Abstract
Surveys of income are complicated by the sensitive nature of the topic. The problem researchers face is how to encourage participants to respond and to provide truthful responses in surveys. To correct biases induced by nonresponse or underreporting, we propose a two-stage multilevel randomized response (MRR) technique to investigate the true level of income and to protect personal privacy. For a wide range of applications, we present a proportional odds model for two-stage MRR data and apply inverse probability weighting and multiple imputation methods to deal with covariates on some subjects that are missing at random. A simulation study is conducted to investigate the effects of missing covariates and to evaluate the performance of the proposed methods. The practicality of the proposed methods is illustrated with the regular monthly income data collected in the Taiwan Social Change Survey. Furthermore, we provide an estimate of personal regular monthly mean income.
Keywords
Surveys of income are complicated by the sensitive nature of the topic. Some researchers have even ranked income as one of the hardest-to-ask questions (see, e.g., Lillard, Smith, and Welch 1986; Riphahn and Serfling 2002; Yu and Li 2011; Zweimüller 1992). In general, a sensitive question is perceived to be one related to an illegally and/or socially undesirable behavior or private information or information considered either private or shameful within a given culture, and so on. Individuals may be reluctant to admit directly having earnings or other money income, which can induce them either to lie about their income behavior (response bias) or to refuse to take part in the study (nonresponse bias) because they wish to avoid answering sensitive questions. Response and nonresponse bias in a survey affects the validity of results and makes a reliable estimate of income difficult to obtain. The problem researchers face is how to encourage participants to respond and how to elicit truthful responses in surveys. Hence, we consider a two-stage multilevel randomized response (MRR) technique to investigate the true level of income as well as to protect personal privacy.
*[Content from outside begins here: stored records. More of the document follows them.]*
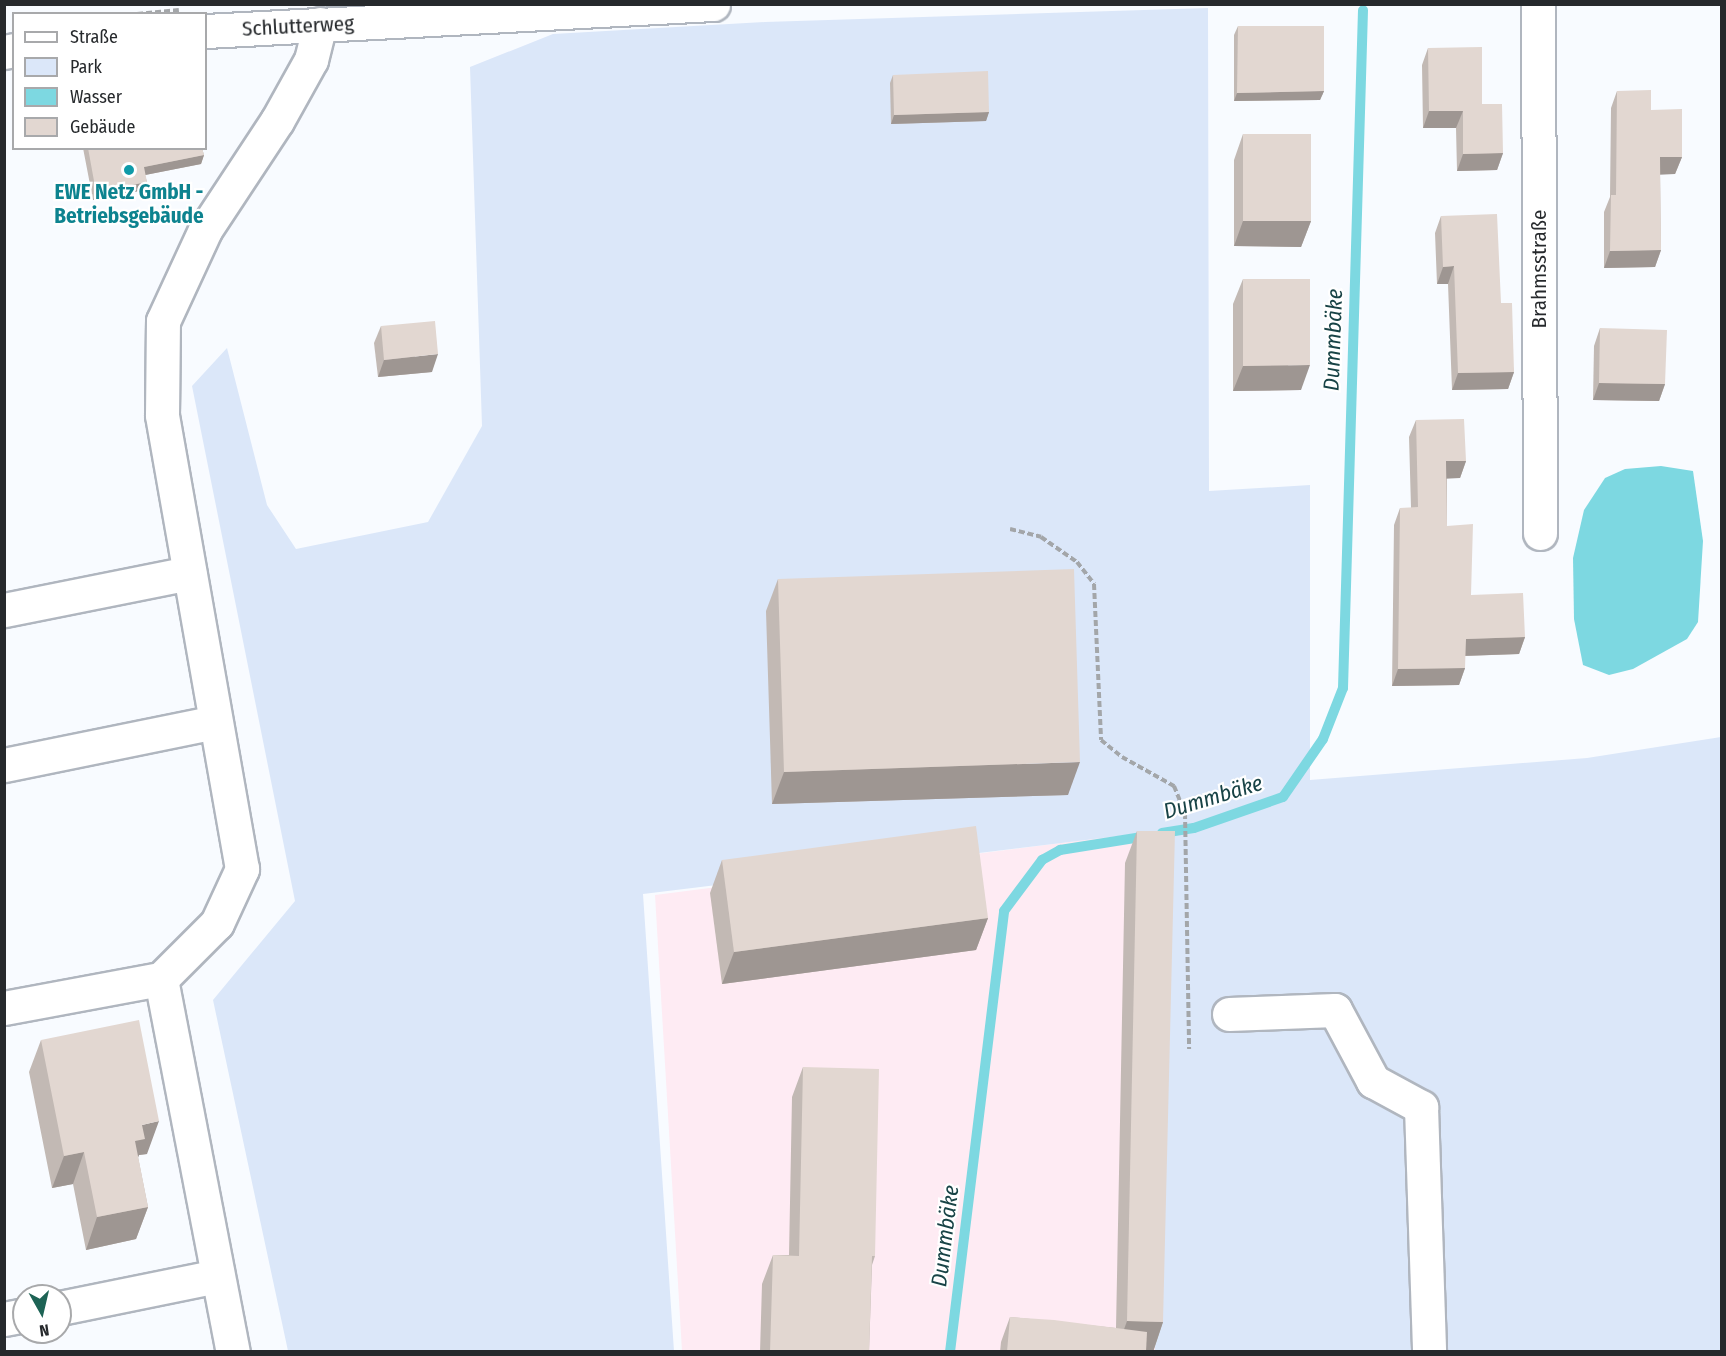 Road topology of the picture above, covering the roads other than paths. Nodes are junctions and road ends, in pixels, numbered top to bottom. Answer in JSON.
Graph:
{"nodes":[{"id":1,"x":713,"y":4,"type":"edge"},
{"id":2,"x":1538,"y":4,"type":"edge"},
{"id":3,"x":320,"y":24,"type":"junction"},
{"id":4,"x":207,"y":31,"type":"edge"},
{"id":5,"x":1539,"y":533,"type":"dead end"},
{"id":6,"x":189,"y":573,"type":"junction"},
{"id":7,"x":4,"y":610,"type":"edge"},
{"id":8,"x":215,"y":722,"type":"junction"},
{"id":9,"x":4,"y":765,"type":"edge"},
{"id":10,"x":161,"y":979,"type":"junction"},
{"id":11,"x":4,"y":1008,"type":"edge"},
{"id":12,"x":1229,"y":1014,"type":"dead end"},
{"id":13,"x":217,"y":1276,"type":"junction"},
{"id":14,"x":72,"y":1306,"type":"edge"},
{"id":15,"x":233,"y":1352,"type":"edge"},
{"id":16,"x":1429,"y":1352,"type":"edge"}],
"edges":[{"from":1,"to":3,"type":"street","name":"Schlutterweg"},
{"from":2,"to":5,"type":"street","name":"Brahmsstraße"},
{"from":3,"to":4,"type":"street","name":"Schlutterweg"},
{"from":3,"to":6,"type":"street"},
{"from":6,"to":7,"type":"street"},
{"from":6,"to":8,"type":"street"},
{"from":8,"to":9,"type":"street"},
{"from":8,"to":10,"type":"street"},
{"from":10,"to":11,"type":"street"},
{"from":10,"to":13,"type":"street"},
{"from":12,"to":16,"type":"street"},
{"from":13,"to":14,"type":"street"},
{"from":13,"to":15,"type":"street"}]}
The randomized response (RR) technique was proposed by Warner (1965) as an interview technique to elicit sensitive information while protecting respondents’ privacy and, hence, to reduce response and nonresponse bias. Using this RR technique, the respondents are divided into two mutually exclusive groups by means of a randomization device, such as a spinner, dice, playing cards, random numbers, or a computer, to enable the respondents to answer the sensitive questions without revealing their true status about the stigmatized or private attribute to the interviewer. Since then, different developments and variants of the RR technique of Warner (1965) have been proposed by different authors (see, e.g., Christofides 2003; Franklin 1989; Greenberg et al. 1969; Hsieh, Lee, and Tu 2018; Mangat 1994; Moors 1971; Lensvelt-Mulders et al. 2005). Among them, Lensvelt-Mulders et al. (2005) discussed two meta-analyses on 32 comparative RR technique studies in which the RR technique may yield a more reliable estimate compared with self-administered questionnaires or face-to-face interviews, especially when dealing with highly sensitive topics. The RR technique has been used successfully in several sensitive research areas such as homosexual behaviors and AIDS, drug abuse history, abortion experience, income and tax evasion, and so on (see, e.g., Esponda, Huerta, and Guerrero 2016; Houston and Tran 2001; Tian et al. 2009).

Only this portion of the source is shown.